??? 我們的記憶中,對老一代的見解很多地方是排斥的。這種排斥不僅是源于情緒,而且還來自理性。他們太老了,而且出生在一個特殊的時代。他們令人同情,出自他們的見解總是這么偏狹保守,這么荒謬。他們知道的東西少而又少,簡直可憐。雖然我們那時不愿意說,但我們心里明白,自己是厭惡他們的。我們會把這種厭惡稍稍遮掩一下,讓其變成厭煩:對整整一個時代的厭煩。
??? 隨著年齡的增長,人生過半,再回憶當年見聞,回憶從老一代聽到的很多東西,竟然十分驚訝地發現:它們大多都是對的。老一代對于事物的判斷,今天看來大致都是對的,都非常中肯。
??? 是的,世界變了,電子、納米技術、克隆,世界正一日千里。可是道德倫理范疇的東西,這些支撐我們活下去的規則,這些世界上最基本的東西,并沒有隨著瞬息萬變的當代生活而發生根本改變。它們沒有隨著流行的時尚大幅度搖擺,頂多只有少許的調整,甚至其中的絕大部分壓根就沒變。原來它們比我們想象的要堅硬得多,像是化不開的頑石。
??? 父輩的視角其實僅僅是一種生存的視角。
??? 我們要生存,就不得不回到那樣的視角。我們發現這個世界上許多的改變只是皮毛,而不是根本。
??? 一個民族的內部,它的文化內核,總有非常堅硬的東西。這一部分要變也難,可以說幾百年下來所變甚小。我們看了很多時尚之書,接受了很多全新的思想,有時候是沖擊者,有時候是被沖擊者。許多時候我們很樂意做個沖擊者,一路上不斷地呼喊:解構解構解構;我們對世界的回答是耳熟能詳的四個字:“我不相信。 ”但是后來,隨著年齡的增長,生活的培訓,你會發現自己越來越“相信”了。
??? 人有了相當的閱歷,思維走入了嚴整,就會采取看似保守的父輩視角。
??? 有一個作家住在一個很大的城市里。這個人的作品拍成電影、拍成電視,免不了要跟導演和影星們在一起,偶爾還出國講學,在北京上海這樣的大碼頭談論后現代、解構和建構———盡管如此,到了割麥子的時候還是要回老家。因為他父親做不動了,一到了農忙他就得回去。
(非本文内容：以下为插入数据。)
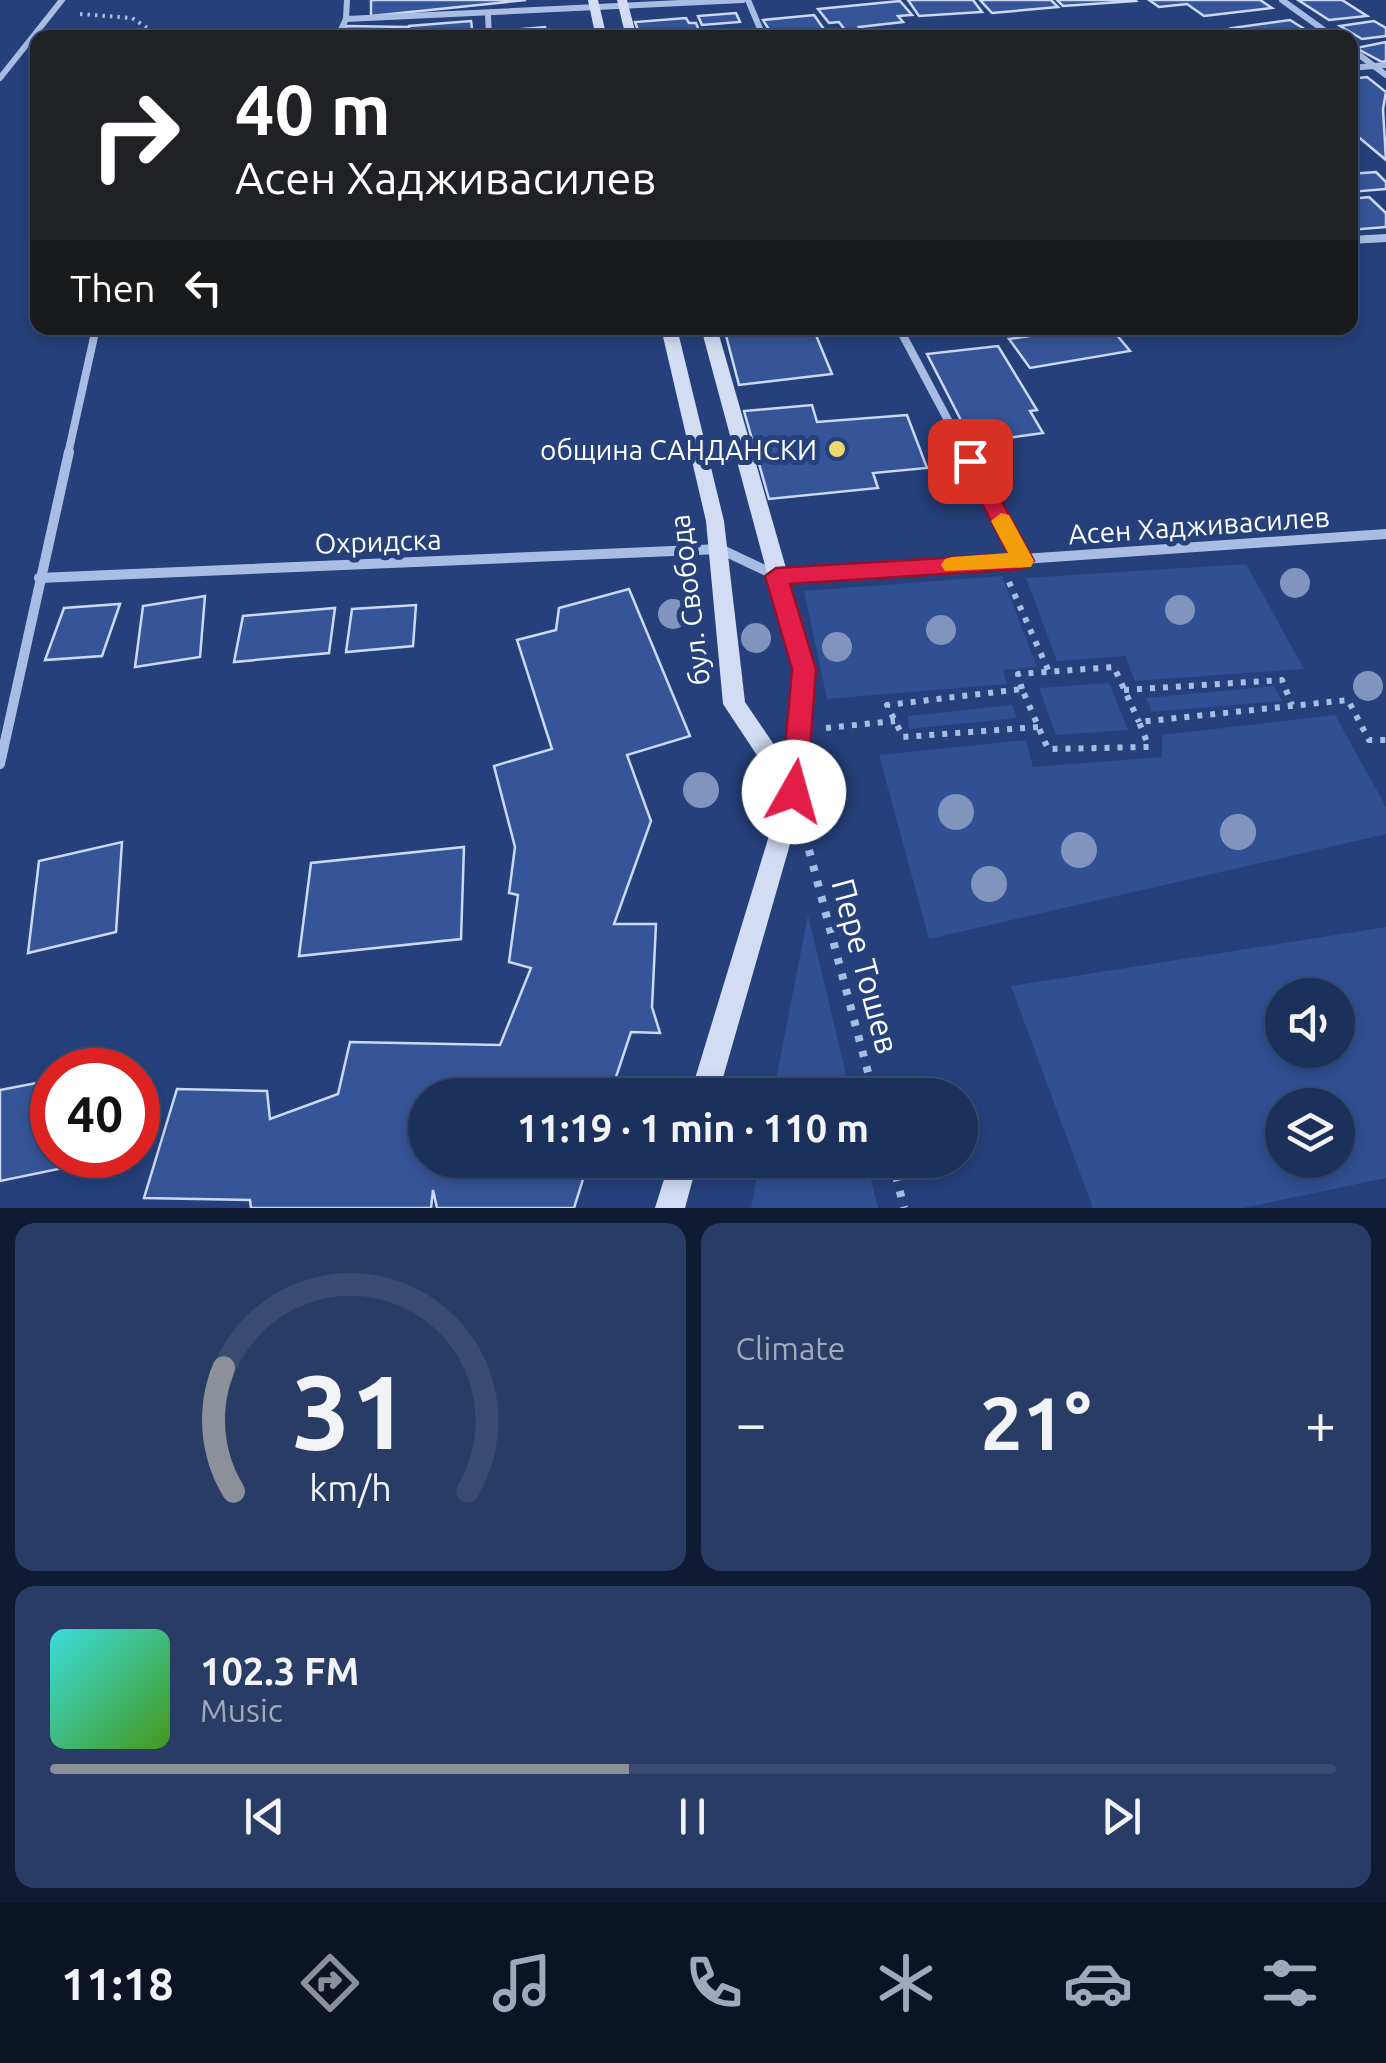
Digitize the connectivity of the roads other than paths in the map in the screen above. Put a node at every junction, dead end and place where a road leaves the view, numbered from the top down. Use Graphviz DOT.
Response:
graph roads {
  1 [pos="62,0"];
  2 [pos="348,0"];
  3 [pos="745,0"];
  4 [pos="1282,0"];
  5 [pos="623,4"];
  6 [pos="594,5"];
  7 [pos="488,14"];
  8 [pos="346,19"];
  9 [pos="39,30"];
  10 [pos="341,30"];
  11 [pos="489,30"];
  12 [pos="600,30"];
  13 [pos="630,30"];
  14 [pos="760,30"];
  15 [pos="1324,30"];
  16 [pos="30,41"];
  17 [pos="1358,54"];
  18 [pos="1386,66"];
  19 [pos="1376,67"];
  20 [pos="1358,68"];
  21 [pos="1386,76"];
  22 [pos="0,78"];
  23 [pos="1386,238"];
  24 [pos="1358,240"];
  25 [pos="94,335"];
  26 [pos="672,335"];
  27 [pos="711,335"];
  28 [pos="903,335"];
  29 [pos="1386,534"];
  30 [pos="720,550"];
  31 [pos="1023,561"];
  32 [pos="776,576"];
  33 [pos="39,578"];
  34 [pos="0,764"];
  35 [pos="794,792"];
  36 [pos="709,1078"];
  37 [pos="679,1178"];
  38 [pos="670,1208"];
  1 -- 9 [label="street"];
  2 -- 8 [label="street"];
  3 -- 5 [label="street"];
  3 -- 14 [label="street"];
  4 -- 15 [label="street"];
  5 -- 6 [label="street"];
  5 -- 13 [label="street"];
  6 -- 7 [label="street"];
  6 -- 12 [label="street"];
  7 -- 8 [label="street"];
  7 -- 11 [label="street"];
  8 -- 10 [label="street"];
  16 -- 22 [label="street"];
  17 -- 19 [label="street"];
  18 -- 19 [label="street"];
  19 -- 20 [label="street"];
  19 -- 21 [label="street"];
  23 -- 24 [label="street"];
  25 -- 33 [label="street"];
  26 -- 30 [label="street, бул. Свобода"];
  27 -- 32 [label="street"];
  28 -- 31 [label="street"];
  29 -- 31 [label="street, Асен Хадживасилев"];
  30 -- 32 [label="street"];
  30 -- 33 [label="street, Охридска"];
  30 -- 35 [label="street, бул. Свобода"];
  31 -- 32 [label="street, Асен Хадживасилев"];
  32 -- 35 [label="street"];
  33 -- 34 [label="street"];
  35 -- 36 [label="street"];
  37 -- 38 [label="street"];
}
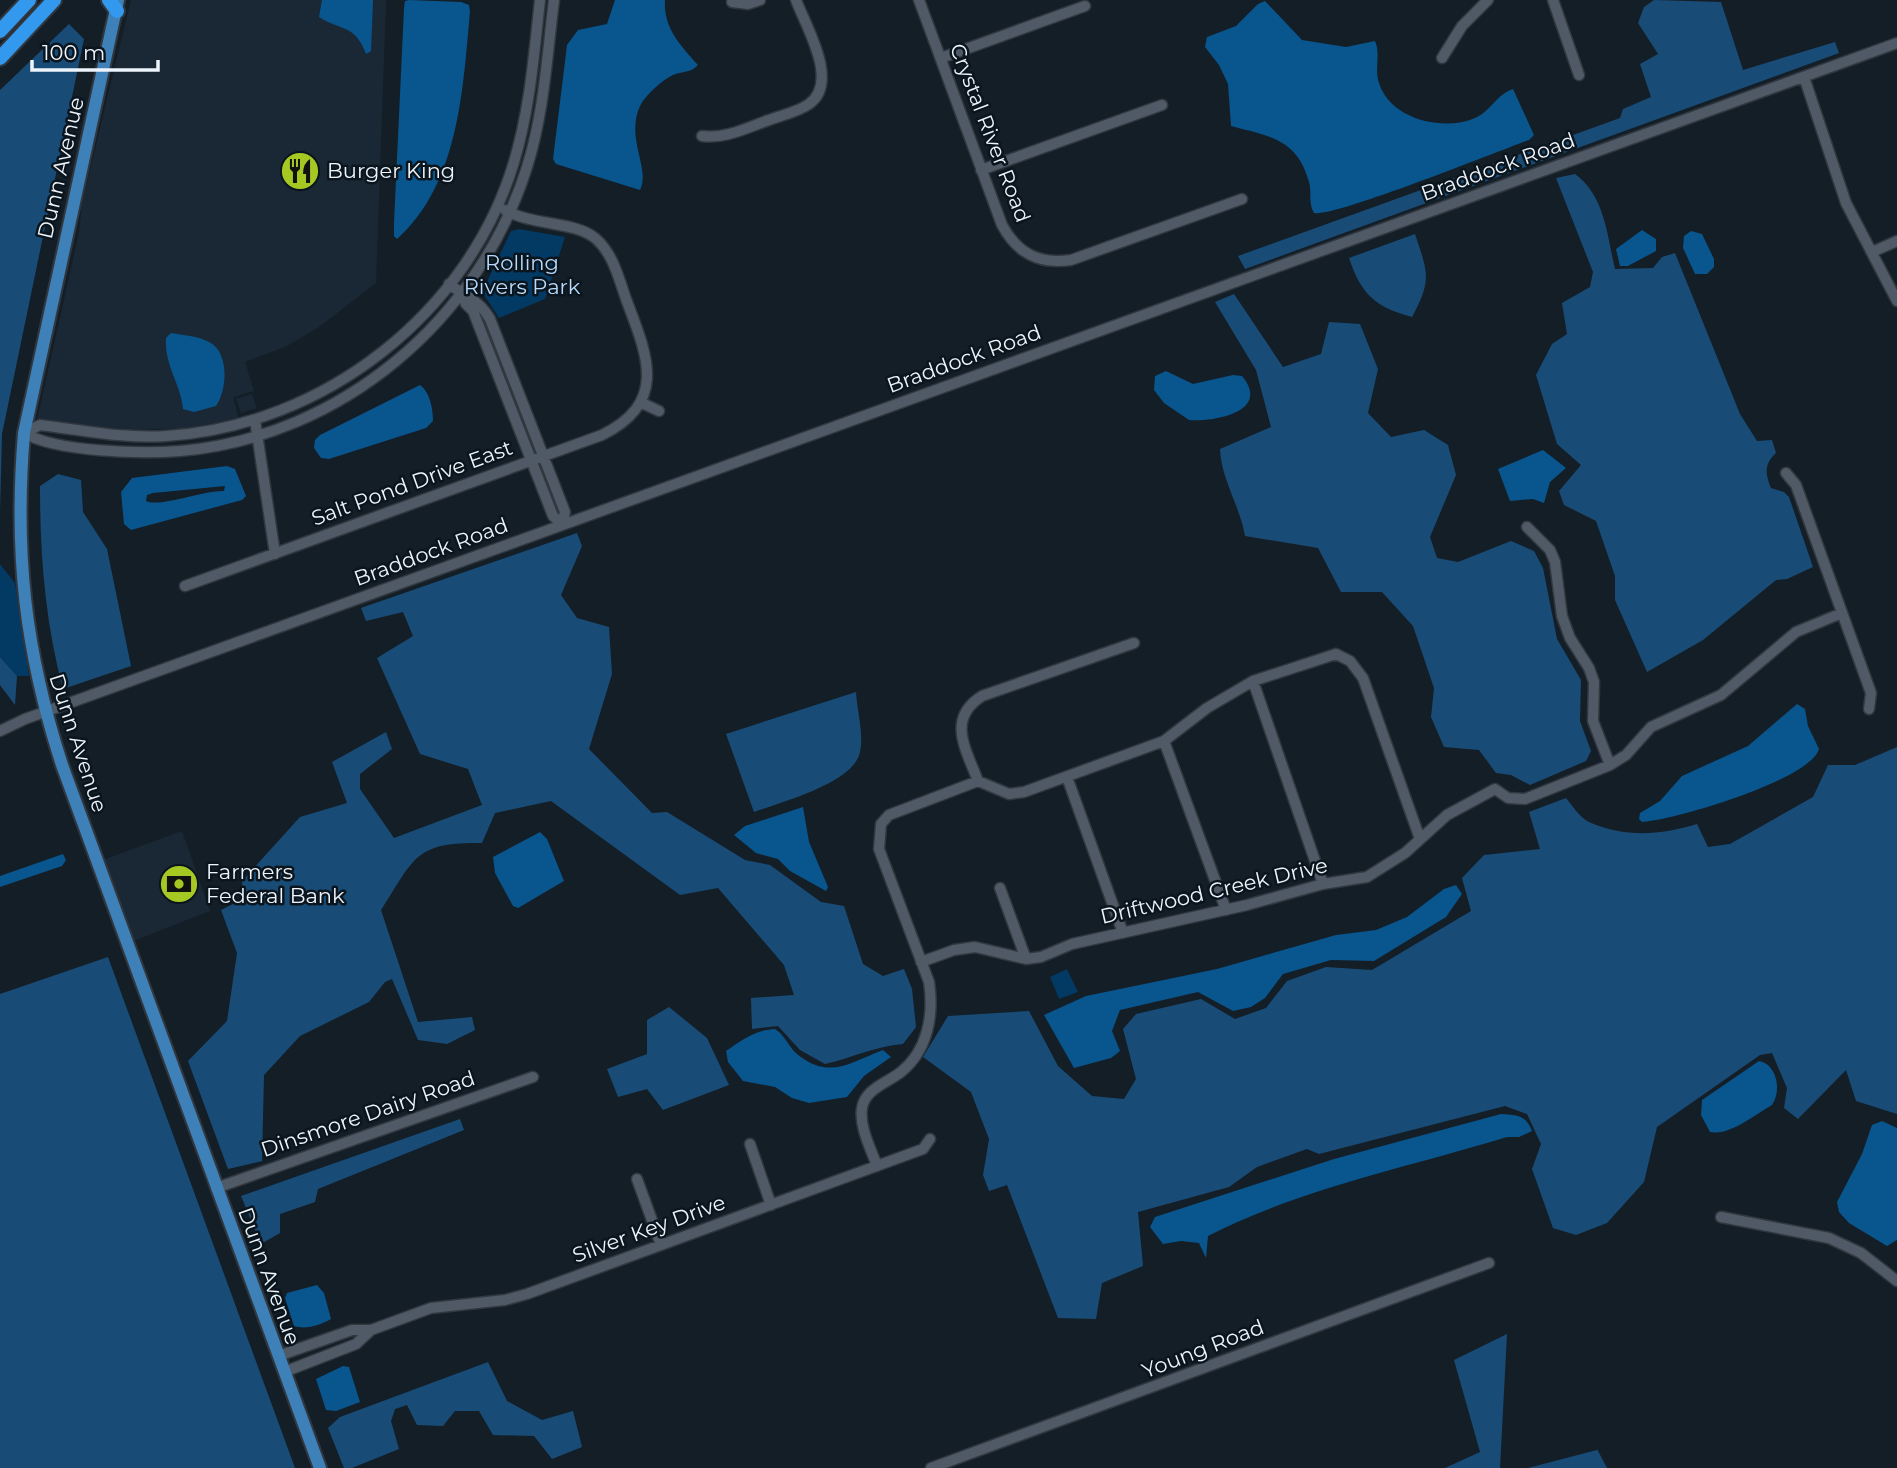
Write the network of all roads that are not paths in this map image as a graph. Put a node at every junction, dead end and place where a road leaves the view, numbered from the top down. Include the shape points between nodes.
1 (29, 0) edge
2 (54, 0) edge
3 (540, 0) edge
4 (554, 0) edge
5 (760, 0) edge
6 (796, 0) edge
7 (919, 0) edge
8 (1488, 0) edge
9 (1553, 0) edge
10 (732, 2) edge
11 (115, 4) edge
12 (1085, 6) dead end
13 (0, 31) edge
14 (1897, 43) edge
15 (0, 58) edge
16 (941, 58) junction
17 (1442, 58) dead end
18 (1579, 75) dead end
19 (1804, 77) junction
20 (1162, 106) dead end
21 (702, 136) dead end
22 (981, 170) junction
23 (1242, 199) dead end
24 (498, 206) junction
25 (510, 213) junction
26 (1897, 241) edge
27 (1872, 252) junction
28 (449, 284) junction
29 (462, 294) junction
30 (1897, 302) edge
31 (642, 402) junction
32 (659, 411) dead end
33 (255, 420) junction
34 (24, 433) junction
35 (258, 437) junction
36 (544, 456) junction
37 (531, 460) junction
38 (1786, 473) dead end
39 (562, 524) junction
40 (1527, 527) dead end
41 (275, 554) junction
42 (185, 586) dead end
43 (1842, 613) junction
44 (1134, 643) dead end
45 (1253, 681) junction
46 (1869, 709) dead end
47 (45, 712) junction
48 (0, 731) edge
49 (1164, 741) junction
50 (1610, 765) junction
51 (1067, 777) junction
52 (978, 781) junction
53 (1420, 839) junction
54 (1323, 884) junction
55 (1000, 888) dead end
56 (1226, 910) junction
57 (1123, 933) junction
58 (1026, 959) junction
59 (921, 962) junction
60 (533, 1077) dead end
61 (930, 1139) dead end
62 (750, 1144) dead end
63 (877, 1166) junction
64 (637, 1180) dead end
65 (216, 1188) junction
66 (771, 1205) junction
67 (1721, 1217) dead end
68 (662, 1245) junction
69 (1489, 1263) dead end
70 (1897, 1281) edge
71 (371, 1330) junction
72 (278, 1356) junction
73 (284, 1372) junction
74 (320, 1468) edge
75 (930, 1468) edge

1 - 13 highway
2 - 15 highway
3 - 24 street via 525,120
4 - 25 street via 536,135
5 - 10 street
6 - 21 street via 821,67 818,94 804,107 719,138
7 - 16 street, Crystal River Road
8 - 17 street via 1462,26
9 - 18 street
11 - 34 main road, Dunn Avenue
12 - 16 street
14 - 19 street, Braddock Road
16 - 22 street, Crystal River Road
19 - 27 street via 1846,203
19 - 39 street, Braddock Road
20 - 22 street
22 - 23 street, Crystal River Road via 1009,238 1023,253 1045,261 1071,260
24 - 25 street
24 - 28 street
25 - 29 street
25 - 31 street via 584,232 608,254 647,355 649,375
26 - 27 street
27 - 30 street
28 - 29 street
28 - 33 street via 414,324 364,366 309,398
29 - 35 street via 409,351 378,376 341,401
29 - 36 street via 473,297 490,319
29 - 37 street via 473,311
31 - 32 street
31 - 36 street, Salt Pond Drive East via 620,426
33 - 34 street via 165,436 40,425
33 - 35 street
34 - 35 street via 38,442 126,452 199,449
34 - 47 main road, Dunn Avenue via 21,583
35 - 41 street
36 - 37 street, Salt Pond Drive East
36 - 39 street via 565,512
37 - 39 street via 553,516
37 - 41 street, Salt Pond Drive East
38 - 43 street via 1796,485
39 - 47 street, Braddock Road
40 - 50 street via 1550,550 1555,562 1562,615 1594,682 1593,721
41 - 42 street, Salt Pond Drive East
43 - 46 street via 1871,693
43 - 50 street via 1796,632 1721,695 1651,727 1626,755
44 - 52 street via 961,707 961,735
45 - 49 street
45 - 53 street via 1321,656 1352,657
45 - 54 street
47 - 48 street, Braddock Road
47 - 65 main road, Dunn Avenue
49 - 51 street
49 - 56 street
50 - 53 street, Driftwood Creek Drive via 1525,799 1508,798 1495,789 1447,815
51 - 52 street via 1009,794
51 - 57 street
52 - 59 street via 878,820 879,849
53 - 54 street, Driftwood Creek Drive via 1367,877
54 - 56 street, Driftwood Creek Drive
55 - 58 street
56 - 57 street, Driftwood Creek Drive
57 - 58 street, Driftwood Creek Drive
58 - 59 street, Driftwood Creek Drive via 975,947
59 - 63 street via 932,1000 929,1028 919,1051 902,1071 879,1085 862,1107 864,1130
60 - 65 street, Dinsmore Dairy Road
61 - 63 street, Silver Key Drive via 923,1149
62 - 66 street
63 - 66 street, Silver Key Drive
64 - 68 street
65 - 72 main road, Dunn Avenue
66 - 68 street, Silver Key Drive
67 - 70 street via 1836,1241
68 - 71 street, Silver Key Drive via 516,1297 431,1308
69 - 75 street, Young Road
71 - 72 street, Silver Key Drive via 352,1330
71 - 73 street, Silver Key Drive via 356,1344
72 - 73 main road, Dunn Avenue
73 - 74 main road, Dunn Avenue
他父親是個瘦弱的人,沒有文化。他割麥子,腦子一走神,把壟里的玉米苗弄折了。他父親喊一聲就追過去,他拔腿就跑。父親窮追不舍,他索性站下來等父親。喘吁吁的父親一把抓住他———抓住他的頭發一下扯倒在地,然后用腳踩住,脫下鞋子硬揍了一頓。他一點也沒有反抗,只是嗚嗚大哭。
??? 我明白這是怎么一回事,我跟另一個朋友說:你看吧,這個作家還要進步,還能寫出非常好的東西。因為我知道,一個能在夏天的麥地里被父親打得哇哇大哭的作家,一定會更上層樓。
??? 因為他那會兒流露了不曾摻假的一份淳樸,這是對父輩的一種認同,是在自覺接受父輩的裁決,其中包含的內容也許更多更豐富。他真不錯,總還算能夠將城里的時髦與土地的真實加以區分,實際上他懂得用后者去否定前者。骨子里,他是嘲笑城里的時髦。他在城里與之周旋,一半是出于無奈,一半是因為軟弱。他在內心深處是信任父親的。